Exercise data:
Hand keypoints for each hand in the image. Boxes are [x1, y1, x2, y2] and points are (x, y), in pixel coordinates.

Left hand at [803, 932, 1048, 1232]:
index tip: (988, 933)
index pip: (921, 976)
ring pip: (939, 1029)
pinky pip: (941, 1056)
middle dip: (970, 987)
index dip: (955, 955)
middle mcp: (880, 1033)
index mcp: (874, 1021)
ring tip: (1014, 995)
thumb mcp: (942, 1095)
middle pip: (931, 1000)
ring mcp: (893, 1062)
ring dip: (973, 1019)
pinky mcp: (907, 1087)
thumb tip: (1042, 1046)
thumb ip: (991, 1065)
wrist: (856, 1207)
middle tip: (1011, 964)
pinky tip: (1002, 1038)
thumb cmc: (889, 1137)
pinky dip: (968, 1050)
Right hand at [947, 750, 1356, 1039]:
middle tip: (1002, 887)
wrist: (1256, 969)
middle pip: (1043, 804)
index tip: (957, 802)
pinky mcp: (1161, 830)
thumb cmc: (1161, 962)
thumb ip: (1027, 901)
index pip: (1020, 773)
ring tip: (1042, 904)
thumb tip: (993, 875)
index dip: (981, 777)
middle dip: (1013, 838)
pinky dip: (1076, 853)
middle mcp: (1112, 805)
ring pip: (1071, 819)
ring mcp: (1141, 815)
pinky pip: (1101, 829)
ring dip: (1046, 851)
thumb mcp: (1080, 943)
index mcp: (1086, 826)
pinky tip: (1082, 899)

...

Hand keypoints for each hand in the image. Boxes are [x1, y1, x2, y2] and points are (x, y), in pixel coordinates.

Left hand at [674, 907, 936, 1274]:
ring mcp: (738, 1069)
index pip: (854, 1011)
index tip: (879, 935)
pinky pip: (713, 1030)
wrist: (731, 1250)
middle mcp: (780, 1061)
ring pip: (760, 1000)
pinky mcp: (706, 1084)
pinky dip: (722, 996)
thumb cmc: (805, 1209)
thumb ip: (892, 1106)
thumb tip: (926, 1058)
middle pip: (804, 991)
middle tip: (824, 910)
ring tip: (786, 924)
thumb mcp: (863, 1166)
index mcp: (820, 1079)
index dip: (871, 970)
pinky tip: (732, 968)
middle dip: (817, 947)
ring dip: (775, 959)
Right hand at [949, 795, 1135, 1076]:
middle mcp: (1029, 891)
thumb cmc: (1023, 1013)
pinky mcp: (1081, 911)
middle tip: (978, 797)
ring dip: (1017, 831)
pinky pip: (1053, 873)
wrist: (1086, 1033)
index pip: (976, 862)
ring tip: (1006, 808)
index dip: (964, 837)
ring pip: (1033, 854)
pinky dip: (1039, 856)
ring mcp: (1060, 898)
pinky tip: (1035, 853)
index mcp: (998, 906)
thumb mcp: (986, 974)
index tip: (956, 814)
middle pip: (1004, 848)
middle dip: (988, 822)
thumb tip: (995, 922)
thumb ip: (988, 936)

Task brief: Your reply should be a single number: the count of lines above that contain the word "hand".

Result: 6